+++ DATA FOR THE TASK
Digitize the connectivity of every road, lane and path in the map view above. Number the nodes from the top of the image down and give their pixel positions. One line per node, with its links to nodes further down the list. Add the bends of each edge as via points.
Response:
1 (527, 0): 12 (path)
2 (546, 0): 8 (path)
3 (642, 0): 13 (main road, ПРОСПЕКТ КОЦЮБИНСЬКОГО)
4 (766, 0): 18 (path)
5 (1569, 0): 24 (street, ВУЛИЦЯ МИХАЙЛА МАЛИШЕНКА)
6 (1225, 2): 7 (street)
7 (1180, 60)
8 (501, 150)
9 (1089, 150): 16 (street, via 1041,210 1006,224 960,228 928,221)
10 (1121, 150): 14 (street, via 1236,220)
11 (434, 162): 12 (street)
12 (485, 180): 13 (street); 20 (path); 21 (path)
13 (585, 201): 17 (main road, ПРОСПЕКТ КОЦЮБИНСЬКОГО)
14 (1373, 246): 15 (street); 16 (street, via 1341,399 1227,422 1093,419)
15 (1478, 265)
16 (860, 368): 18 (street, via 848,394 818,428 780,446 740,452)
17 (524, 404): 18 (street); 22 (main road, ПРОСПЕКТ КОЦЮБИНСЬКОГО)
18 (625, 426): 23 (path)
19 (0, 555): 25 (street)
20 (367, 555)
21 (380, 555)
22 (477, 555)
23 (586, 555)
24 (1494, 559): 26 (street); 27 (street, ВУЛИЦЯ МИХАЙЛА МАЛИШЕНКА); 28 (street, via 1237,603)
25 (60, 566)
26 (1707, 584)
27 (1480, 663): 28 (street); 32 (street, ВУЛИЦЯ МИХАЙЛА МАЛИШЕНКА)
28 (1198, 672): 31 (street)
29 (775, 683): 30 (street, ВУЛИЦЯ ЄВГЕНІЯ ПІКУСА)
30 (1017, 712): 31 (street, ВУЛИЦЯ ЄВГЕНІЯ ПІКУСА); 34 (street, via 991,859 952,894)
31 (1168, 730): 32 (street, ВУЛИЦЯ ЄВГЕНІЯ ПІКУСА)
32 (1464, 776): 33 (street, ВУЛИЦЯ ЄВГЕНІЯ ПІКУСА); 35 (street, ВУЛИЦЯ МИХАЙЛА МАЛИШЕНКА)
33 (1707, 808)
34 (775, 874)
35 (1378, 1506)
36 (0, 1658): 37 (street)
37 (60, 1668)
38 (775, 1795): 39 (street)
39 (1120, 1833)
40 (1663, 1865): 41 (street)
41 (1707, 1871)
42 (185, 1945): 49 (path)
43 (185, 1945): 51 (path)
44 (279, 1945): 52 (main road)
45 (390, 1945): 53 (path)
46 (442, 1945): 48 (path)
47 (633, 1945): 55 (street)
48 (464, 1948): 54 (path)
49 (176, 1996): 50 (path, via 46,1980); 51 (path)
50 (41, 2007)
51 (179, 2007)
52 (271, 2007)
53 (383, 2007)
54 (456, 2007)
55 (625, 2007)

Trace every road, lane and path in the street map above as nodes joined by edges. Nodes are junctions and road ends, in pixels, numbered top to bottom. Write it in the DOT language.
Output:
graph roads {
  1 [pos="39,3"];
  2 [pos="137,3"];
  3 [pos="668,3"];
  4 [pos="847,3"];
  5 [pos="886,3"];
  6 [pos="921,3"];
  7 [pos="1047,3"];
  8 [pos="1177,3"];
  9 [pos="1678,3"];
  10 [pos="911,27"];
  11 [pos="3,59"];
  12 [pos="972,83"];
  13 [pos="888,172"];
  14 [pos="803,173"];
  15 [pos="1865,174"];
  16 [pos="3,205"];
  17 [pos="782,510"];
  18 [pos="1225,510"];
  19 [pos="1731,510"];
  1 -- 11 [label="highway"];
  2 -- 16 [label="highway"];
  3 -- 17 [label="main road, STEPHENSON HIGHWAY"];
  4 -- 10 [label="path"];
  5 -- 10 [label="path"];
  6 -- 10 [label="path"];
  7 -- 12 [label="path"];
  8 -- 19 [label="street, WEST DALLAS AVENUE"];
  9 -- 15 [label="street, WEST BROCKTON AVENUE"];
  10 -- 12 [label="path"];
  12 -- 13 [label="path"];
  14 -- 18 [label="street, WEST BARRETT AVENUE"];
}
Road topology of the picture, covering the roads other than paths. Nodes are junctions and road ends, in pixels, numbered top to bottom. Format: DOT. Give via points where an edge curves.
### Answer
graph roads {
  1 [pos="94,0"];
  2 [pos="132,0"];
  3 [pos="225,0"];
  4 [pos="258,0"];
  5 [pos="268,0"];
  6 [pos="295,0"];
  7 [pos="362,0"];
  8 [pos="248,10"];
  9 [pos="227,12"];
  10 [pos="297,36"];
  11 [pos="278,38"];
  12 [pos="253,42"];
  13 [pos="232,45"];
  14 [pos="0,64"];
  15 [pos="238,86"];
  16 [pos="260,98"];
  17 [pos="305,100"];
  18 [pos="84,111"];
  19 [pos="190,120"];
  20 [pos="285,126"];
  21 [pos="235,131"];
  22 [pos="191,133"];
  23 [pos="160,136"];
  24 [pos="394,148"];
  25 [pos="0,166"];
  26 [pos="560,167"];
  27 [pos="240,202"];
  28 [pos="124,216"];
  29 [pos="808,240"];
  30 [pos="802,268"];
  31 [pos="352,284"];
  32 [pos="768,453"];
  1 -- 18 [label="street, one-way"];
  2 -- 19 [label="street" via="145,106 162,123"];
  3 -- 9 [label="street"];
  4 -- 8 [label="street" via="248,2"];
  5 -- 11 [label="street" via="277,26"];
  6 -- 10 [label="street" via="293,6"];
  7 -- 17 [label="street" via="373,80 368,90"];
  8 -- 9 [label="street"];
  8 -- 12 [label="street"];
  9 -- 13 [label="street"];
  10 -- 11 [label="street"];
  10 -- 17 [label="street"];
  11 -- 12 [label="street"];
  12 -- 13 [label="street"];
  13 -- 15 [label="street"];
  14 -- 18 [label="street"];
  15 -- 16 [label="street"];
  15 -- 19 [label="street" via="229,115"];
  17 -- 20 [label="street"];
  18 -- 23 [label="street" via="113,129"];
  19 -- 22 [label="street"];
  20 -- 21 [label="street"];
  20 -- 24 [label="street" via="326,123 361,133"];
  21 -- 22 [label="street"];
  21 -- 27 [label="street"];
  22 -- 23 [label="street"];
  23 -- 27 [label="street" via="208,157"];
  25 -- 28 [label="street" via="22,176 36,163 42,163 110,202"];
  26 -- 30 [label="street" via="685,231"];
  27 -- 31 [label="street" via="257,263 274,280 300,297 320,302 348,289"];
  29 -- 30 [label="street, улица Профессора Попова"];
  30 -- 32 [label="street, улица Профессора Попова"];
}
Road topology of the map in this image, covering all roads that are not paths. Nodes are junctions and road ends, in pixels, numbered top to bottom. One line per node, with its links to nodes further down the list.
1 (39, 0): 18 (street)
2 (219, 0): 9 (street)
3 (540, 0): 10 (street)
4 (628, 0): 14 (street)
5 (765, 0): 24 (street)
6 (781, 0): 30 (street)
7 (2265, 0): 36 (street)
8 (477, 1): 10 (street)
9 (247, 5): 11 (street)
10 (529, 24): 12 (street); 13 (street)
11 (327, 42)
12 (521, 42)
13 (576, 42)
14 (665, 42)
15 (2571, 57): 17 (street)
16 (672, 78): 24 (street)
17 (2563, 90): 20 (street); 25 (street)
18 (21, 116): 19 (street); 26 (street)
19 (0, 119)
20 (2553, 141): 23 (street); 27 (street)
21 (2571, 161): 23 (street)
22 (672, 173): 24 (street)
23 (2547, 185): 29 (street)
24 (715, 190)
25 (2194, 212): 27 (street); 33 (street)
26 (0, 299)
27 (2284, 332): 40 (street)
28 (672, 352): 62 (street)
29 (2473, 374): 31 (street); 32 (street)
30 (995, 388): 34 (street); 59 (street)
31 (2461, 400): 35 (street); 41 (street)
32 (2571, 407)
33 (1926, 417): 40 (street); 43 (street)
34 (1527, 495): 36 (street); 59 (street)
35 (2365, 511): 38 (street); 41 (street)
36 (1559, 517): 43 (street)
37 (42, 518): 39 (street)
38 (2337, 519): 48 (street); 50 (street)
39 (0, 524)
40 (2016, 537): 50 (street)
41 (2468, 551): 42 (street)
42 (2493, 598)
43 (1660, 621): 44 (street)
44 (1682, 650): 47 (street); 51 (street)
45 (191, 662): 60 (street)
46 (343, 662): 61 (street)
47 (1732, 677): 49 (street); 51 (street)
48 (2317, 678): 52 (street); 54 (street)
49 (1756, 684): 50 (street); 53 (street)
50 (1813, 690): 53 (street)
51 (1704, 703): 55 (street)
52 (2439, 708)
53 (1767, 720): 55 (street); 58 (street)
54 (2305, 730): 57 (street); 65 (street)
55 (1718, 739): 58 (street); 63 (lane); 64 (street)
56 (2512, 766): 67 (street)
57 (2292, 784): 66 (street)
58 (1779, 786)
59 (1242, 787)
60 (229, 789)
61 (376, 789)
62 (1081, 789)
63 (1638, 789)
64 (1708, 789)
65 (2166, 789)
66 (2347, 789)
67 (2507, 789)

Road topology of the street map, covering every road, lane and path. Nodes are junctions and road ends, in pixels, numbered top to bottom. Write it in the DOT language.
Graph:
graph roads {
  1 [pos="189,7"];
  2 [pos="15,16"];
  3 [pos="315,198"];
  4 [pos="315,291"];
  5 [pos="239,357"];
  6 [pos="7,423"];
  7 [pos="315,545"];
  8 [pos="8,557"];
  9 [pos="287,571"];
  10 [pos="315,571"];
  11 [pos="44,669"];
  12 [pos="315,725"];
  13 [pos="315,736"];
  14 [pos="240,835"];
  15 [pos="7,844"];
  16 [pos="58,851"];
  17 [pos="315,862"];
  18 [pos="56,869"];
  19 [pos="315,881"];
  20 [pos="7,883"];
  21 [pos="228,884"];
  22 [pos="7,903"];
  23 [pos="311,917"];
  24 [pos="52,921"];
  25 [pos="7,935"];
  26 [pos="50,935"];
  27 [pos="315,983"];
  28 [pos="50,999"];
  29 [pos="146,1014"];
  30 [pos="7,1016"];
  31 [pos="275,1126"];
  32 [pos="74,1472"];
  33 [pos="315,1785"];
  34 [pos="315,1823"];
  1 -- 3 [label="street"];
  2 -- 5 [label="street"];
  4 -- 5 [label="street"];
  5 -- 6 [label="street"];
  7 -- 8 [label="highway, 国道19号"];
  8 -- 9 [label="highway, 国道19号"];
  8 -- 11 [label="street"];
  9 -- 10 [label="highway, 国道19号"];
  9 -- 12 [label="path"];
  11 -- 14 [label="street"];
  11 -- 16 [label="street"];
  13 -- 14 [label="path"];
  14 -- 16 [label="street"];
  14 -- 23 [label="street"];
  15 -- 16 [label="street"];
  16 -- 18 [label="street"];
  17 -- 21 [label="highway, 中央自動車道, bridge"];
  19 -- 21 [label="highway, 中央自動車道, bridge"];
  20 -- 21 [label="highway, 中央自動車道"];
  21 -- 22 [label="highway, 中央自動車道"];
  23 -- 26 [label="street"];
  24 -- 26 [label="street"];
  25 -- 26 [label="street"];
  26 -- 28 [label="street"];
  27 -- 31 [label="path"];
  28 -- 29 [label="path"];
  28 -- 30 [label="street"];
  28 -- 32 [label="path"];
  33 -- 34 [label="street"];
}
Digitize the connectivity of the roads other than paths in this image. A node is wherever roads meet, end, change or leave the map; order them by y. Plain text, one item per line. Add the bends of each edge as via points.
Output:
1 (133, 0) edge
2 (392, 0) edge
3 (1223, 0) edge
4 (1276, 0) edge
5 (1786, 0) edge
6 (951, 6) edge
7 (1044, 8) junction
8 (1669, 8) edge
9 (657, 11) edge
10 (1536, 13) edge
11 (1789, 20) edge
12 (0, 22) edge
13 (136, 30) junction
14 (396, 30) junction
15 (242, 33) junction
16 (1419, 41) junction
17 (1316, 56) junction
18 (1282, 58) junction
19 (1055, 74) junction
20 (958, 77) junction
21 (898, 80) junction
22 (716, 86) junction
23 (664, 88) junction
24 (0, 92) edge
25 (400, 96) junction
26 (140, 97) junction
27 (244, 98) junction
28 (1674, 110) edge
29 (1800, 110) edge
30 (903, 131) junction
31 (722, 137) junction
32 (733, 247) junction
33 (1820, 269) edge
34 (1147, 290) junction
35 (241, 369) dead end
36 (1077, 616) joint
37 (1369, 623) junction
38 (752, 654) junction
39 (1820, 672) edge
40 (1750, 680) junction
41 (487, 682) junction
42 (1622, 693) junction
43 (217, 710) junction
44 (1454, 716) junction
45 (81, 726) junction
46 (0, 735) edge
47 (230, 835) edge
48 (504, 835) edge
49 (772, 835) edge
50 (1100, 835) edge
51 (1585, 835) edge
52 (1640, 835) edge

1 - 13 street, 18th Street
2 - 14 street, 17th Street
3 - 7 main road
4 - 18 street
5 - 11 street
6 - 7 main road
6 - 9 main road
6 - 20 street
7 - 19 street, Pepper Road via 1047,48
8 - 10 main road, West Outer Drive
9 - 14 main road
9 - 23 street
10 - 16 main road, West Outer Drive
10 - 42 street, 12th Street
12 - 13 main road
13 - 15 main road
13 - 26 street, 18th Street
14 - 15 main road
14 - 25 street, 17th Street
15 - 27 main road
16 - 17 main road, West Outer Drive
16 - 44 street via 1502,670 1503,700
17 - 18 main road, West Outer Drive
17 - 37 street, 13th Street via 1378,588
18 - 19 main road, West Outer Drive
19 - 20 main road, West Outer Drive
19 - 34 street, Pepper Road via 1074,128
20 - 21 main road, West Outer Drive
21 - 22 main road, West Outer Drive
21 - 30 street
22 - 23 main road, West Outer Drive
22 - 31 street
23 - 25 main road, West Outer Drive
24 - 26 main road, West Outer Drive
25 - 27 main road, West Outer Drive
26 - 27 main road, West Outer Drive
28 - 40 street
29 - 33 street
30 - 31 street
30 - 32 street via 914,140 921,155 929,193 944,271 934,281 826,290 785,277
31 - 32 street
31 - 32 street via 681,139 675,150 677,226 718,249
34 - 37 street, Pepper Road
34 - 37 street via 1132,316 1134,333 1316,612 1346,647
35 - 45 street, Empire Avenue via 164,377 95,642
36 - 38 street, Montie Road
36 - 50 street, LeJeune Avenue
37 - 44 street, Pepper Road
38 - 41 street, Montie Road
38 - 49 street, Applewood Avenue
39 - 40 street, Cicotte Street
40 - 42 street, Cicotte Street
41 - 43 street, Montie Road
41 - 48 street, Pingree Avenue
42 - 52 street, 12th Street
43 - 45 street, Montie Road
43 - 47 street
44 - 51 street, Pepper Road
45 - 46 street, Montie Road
++++++
> _PROMPT_
The lines of the records that contain the string "topology" should be located and copied.

> _OUTPUT BELOW_
Road topology of the picture, covering the roads other than paths. Nodes are junctions and road ends, in pixels, numbered top to bottom. Format: DOT. Give via points where an edge curves.
Road topology of the map in this image, covering all roads that are not paths. Nodes are junctions and road ends, in pixels, numbered top to bottom. One line per node, with its links to nodes further down the list.
Road topology of the street map, covering every road, lane and path. Nodes are junctions and road ends, in pixels, numbered top to bottom. Write it in the DOT language.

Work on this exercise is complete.